(Data excerpts)

»»

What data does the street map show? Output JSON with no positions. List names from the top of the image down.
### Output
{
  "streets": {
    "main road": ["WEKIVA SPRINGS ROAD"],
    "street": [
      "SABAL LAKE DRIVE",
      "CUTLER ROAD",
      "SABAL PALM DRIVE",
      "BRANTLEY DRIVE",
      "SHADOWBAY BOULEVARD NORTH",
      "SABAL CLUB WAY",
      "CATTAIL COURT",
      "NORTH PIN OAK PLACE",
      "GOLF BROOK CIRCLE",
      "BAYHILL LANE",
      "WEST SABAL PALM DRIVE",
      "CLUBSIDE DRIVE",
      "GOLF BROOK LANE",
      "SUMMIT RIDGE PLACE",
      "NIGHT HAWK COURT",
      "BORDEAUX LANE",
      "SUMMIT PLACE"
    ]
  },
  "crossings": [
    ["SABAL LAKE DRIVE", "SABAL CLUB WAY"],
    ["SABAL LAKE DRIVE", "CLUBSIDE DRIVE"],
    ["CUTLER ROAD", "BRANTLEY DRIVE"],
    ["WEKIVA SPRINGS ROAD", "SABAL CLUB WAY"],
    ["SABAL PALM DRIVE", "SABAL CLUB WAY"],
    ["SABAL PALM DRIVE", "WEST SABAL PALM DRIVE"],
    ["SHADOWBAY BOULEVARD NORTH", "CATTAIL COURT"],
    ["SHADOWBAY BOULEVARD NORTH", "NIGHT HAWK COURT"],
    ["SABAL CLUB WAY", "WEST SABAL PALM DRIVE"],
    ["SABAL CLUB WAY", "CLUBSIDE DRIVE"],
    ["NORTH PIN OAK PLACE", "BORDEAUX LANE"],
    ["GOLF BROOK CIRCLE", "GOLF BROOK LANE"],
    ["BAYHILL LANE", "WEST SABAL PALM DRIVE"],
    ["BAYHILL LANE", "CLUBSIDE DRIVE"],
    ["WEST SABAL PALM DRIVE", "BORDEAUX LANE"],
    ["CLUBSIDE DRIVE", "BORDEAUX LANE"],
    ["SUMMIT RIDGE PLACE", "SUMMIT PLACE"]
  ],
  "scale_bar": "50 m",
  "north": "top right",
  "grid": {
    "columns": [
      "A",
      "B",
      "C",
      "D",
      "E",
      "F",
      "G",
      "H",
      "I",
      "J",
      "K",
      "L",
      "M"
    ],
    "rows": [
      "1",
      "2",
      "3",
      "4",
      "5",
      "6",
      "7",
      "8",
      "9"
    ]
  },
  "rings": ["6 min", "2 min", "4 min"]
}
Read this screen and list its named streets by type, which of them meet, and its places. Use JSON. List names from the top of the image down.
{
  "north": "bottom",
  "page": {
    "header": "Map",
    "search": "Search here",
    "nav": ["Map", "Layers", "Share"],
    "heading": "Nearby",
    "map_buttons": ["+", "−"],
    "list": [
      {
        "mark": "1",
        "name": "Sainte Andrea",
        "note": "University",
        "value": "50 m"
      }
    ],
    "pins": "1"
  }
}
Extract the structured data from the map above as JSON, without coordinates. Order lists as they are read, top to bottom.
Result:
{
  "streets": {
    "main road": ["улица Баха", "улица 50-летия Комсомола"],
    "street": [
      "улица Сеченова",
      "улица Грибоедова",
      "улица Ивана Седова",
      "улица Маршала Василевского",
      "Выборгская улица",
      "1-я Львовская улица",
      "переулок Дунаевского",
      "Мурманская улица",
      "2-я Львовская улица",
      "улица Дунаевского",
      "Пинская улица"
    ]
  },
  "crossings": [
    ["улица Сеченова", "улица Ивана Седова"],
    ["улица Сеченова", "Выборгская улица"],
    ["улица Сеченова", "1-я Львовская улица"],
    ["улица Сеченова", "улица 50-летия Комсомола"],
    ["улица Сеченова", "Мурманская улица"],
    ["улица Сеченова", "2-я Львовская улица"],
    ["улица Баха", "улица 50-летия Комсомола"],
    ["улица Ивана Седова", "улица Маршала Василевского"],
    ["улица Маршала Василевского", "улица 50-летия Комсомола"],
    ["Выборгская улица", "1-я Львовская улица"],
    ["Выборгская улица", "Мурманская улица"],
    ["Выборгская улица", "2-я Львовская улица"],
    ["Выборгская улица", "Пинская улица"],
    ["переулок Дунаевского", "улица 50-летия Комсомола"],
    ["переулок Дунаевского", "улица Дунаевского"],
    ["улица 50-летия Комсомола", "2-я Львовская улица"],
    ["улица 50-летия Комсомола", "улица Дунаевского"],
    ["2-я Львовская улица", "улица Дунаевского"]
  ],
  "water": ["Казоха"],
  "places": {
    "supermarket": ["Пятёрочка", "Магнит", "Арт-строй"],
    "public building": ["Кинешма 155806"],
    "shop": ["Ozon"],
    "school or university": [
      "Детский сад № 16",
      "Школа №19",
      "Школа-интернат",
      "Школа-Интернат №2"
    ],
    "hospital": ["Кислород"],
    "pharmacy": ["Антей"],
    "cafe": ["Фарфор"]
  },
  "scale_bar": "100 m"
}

««

WORK REQUEST:
Show all lines in the entries above where the word "летия" appears.

OUTPUT BELOW:
    "main road": ["улица Баха", "улица 50-летия Комсомола"],
    ["улица Сеченова", "улица 50-летия Комсомола"],
    ["улица Баха", "улица 50-летия Комсомола"],
    ["улица Маршала Василевского", "улица 50-летия Комсомола"],
    ["переулок Дунаевского", "улица 50-летия Комсомола"],
    ["улица 50-летия Комсомола", "2-я Львовская улица"],
    ["улица 50-летия Комсомола", "улица Дунаевского"],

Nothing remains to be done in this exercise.